Life of me. Oh me Oh Life....
Newnesseseseses?
Presently, I have a Beyonce (oops...Sasha Fierce, that is) song in my head. The repeating line: "If you like it than you should've put a ring on it." Really it's the video that's taken over my brain. The song is catchy though uncomfortably marriage forward...but I want to learn that freakin dance.
Presently, I am sitting in the computer lab at school listening to a group practice a spanish presentation. I can't understand it except that it seems to be regarding Shakira. Ola. No mi gusta Shakira. Shakira es muy estupido.
Presently, I have braces. I was able to actually eat a bagel today!!! That's amazing. And it wasn't even disgusting to eat! I never realized how gross eating is in general. I hate eating right now. It's such a pain.
Presently, I have a lot of love in my life. I am astounded and supremely grateful.
Presently, I live with my friend Jen Tran whose 3 legged Shitzu continuously tries to kill my 80lb lab. It's a funny sight.
Presently, I am exhausted and waiting for my last class to begin. I have a lot of work to do tonight to get ready for my tests.
Presently, I am worried and also fed up with my mom. She is having a hard time with the holidays. understandable. But she has taken to bursting into tears and hanging up on me. I suggested grief conselling. I think I can get her to agree.
Presently, I am impressed with Jon's amazing drive to get what he wants out of this life. It is inspiring to ultra laid back me.
Presently, I am excited to become an aunt. Miss Taylor has grown quite large in mama Mindy's belly.

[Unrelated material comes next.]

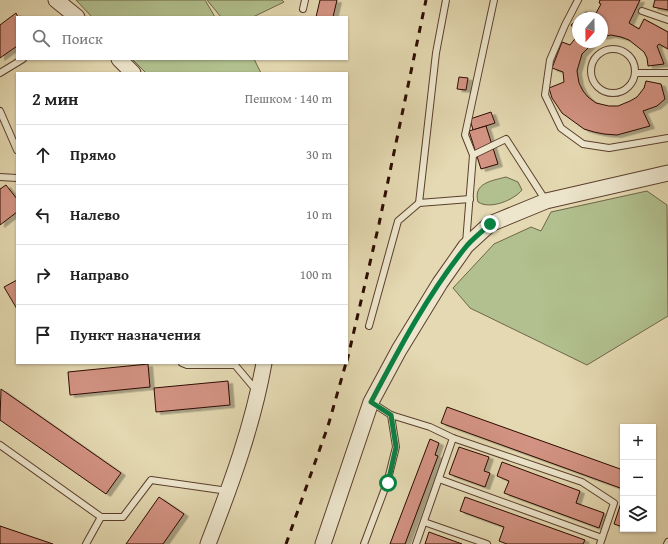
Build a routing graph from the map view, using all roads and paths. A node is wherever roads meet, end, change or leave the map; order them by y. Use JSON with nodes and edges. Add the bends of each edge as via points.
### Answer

Presently, I miss my Dallas friends. I miss Sara and Liz. I miss Brett. I miss Heather. I miss my Dad.
Presently, I am so excited to travel to California. Though I did reach out to Jeremy again because I felt weird going there without him aware of my presence--though he is in LA. No response. We shall see. I wish he would get over this. Not sure if it's about me, but it seems strange that since Jon came into my life, Jer is giving me the cold shoulder. I sincerely hope it's not a jealousy thing because that would be retarded.